Task item:
Go through the lines below and copy any that hold the string "node".

Records to process:
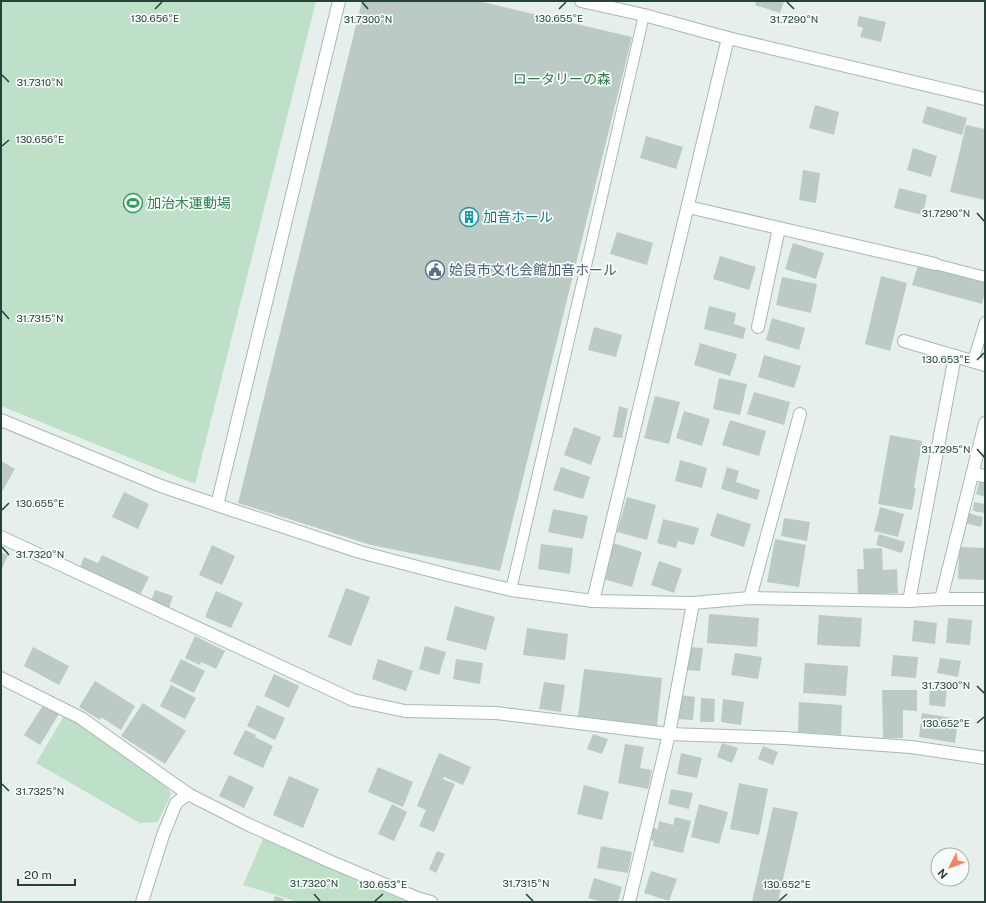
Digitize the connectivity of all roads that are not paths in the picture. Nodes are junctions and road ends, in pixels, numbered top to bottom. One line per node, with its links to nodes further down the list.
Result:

...

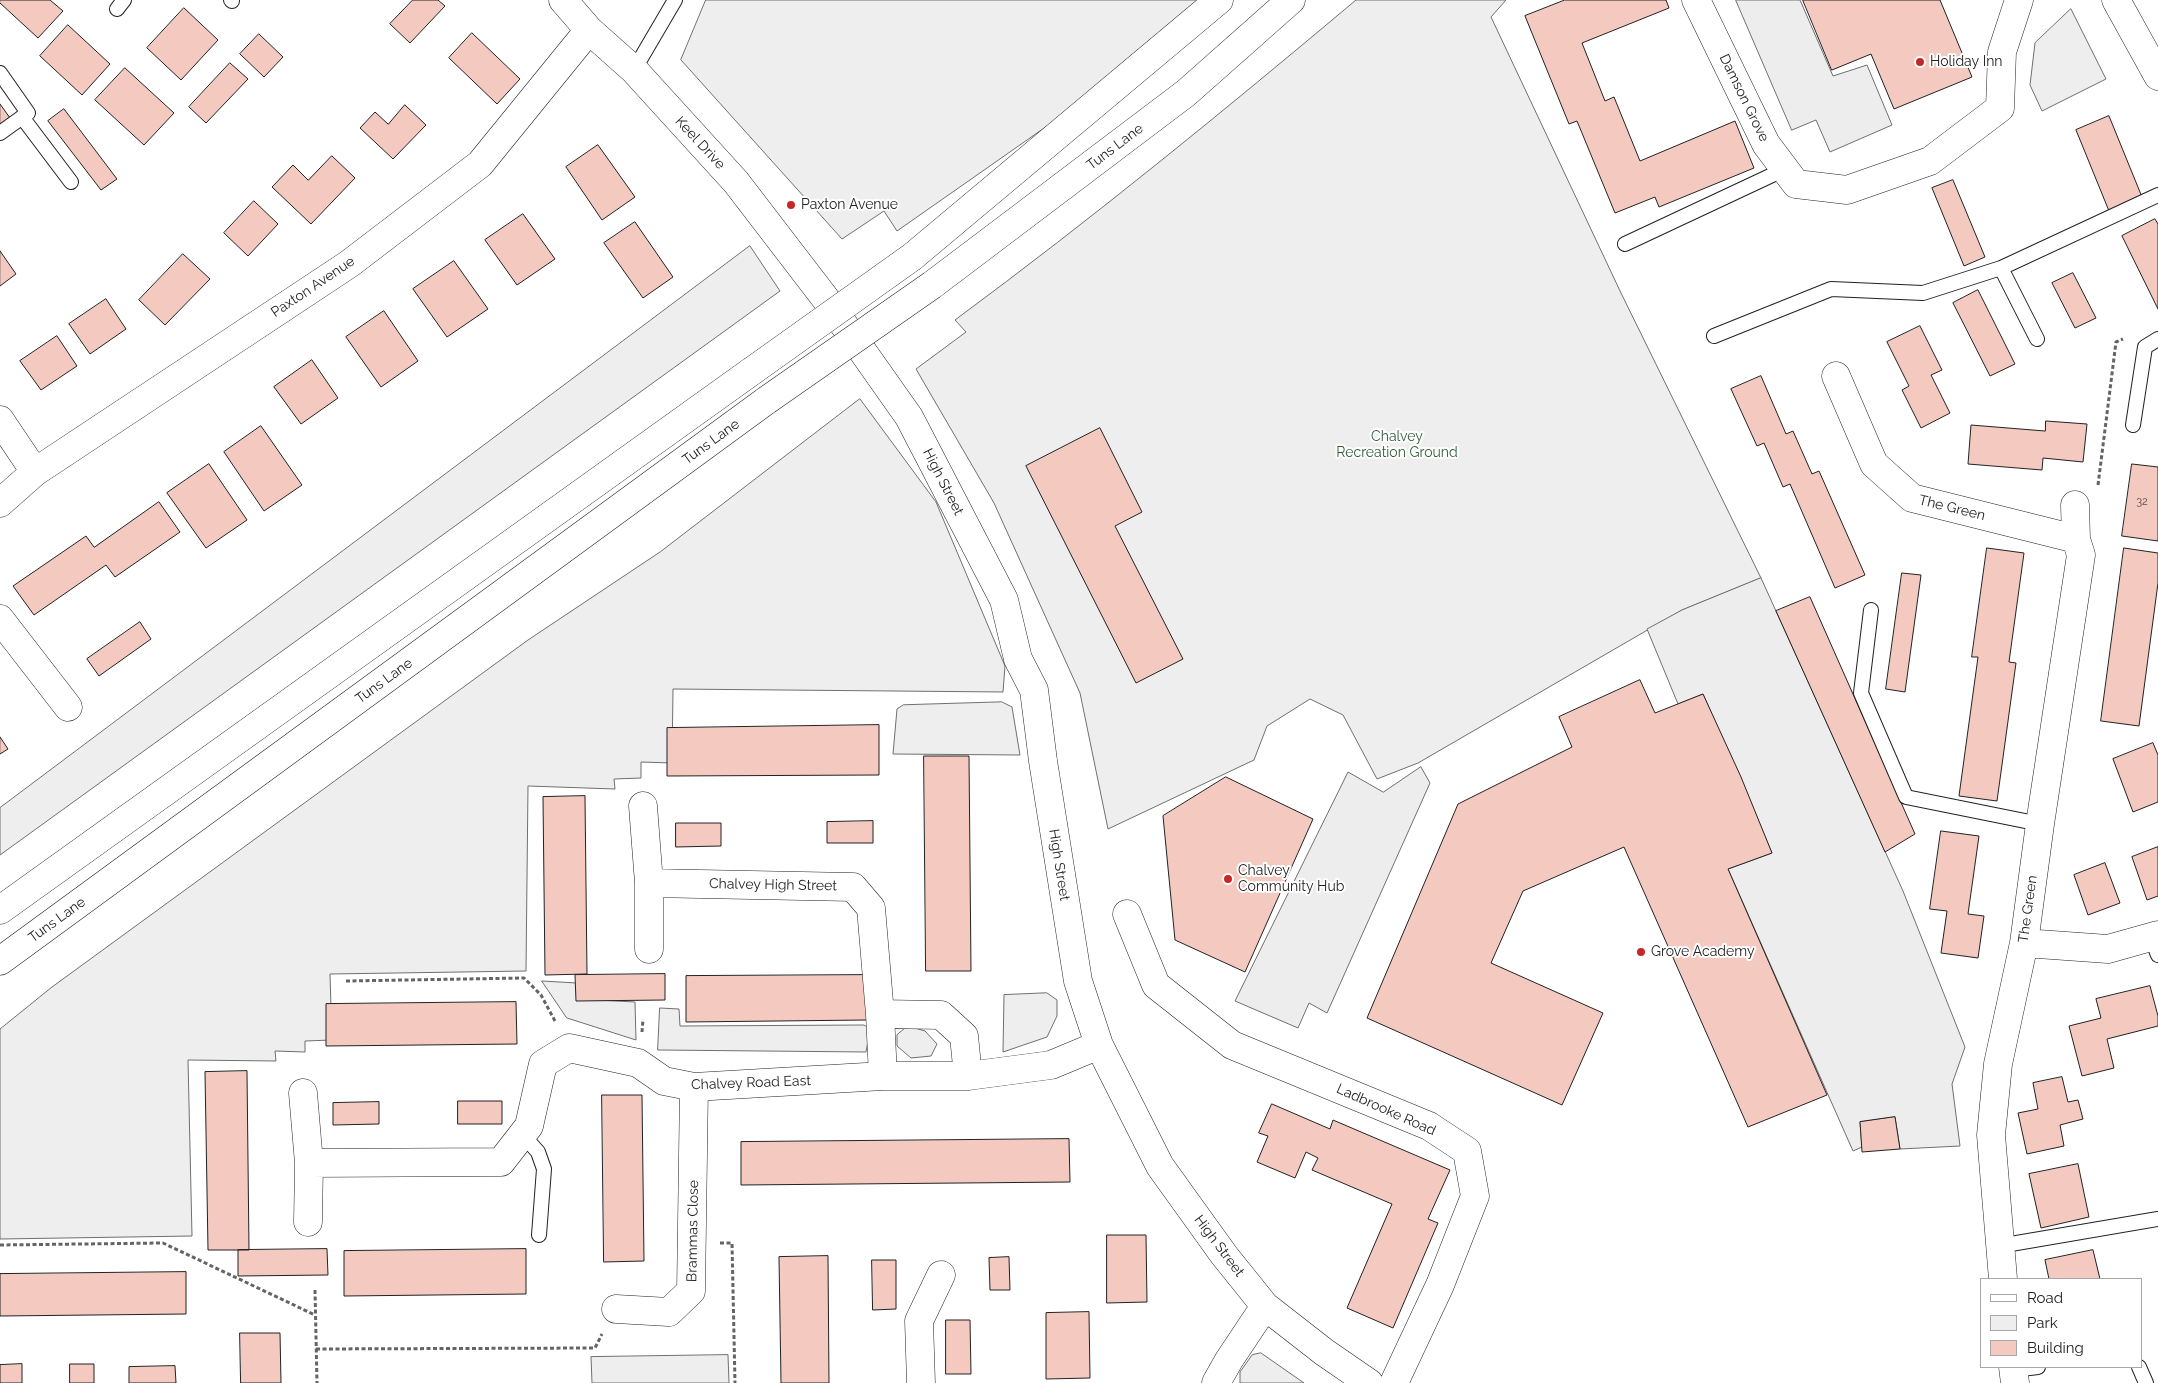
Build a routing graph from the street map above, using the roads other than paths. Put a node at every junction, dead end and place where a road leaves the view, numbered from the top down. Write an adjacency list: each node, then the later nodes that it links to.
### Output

Answer box:
Digitize the connectivity of all roads that are not paths in the picture. Nodes are junctions and road ends, in pixels, numbered top to bottom. One line per node, with its links to nodes further down the list.
Build a routing graph from the street map above, using the roads other than paths. Put a node at every junction, dead end and place where a road leaves the view, numbered from the top down. Write an adjacency list: each node, then the later nodes that it links to.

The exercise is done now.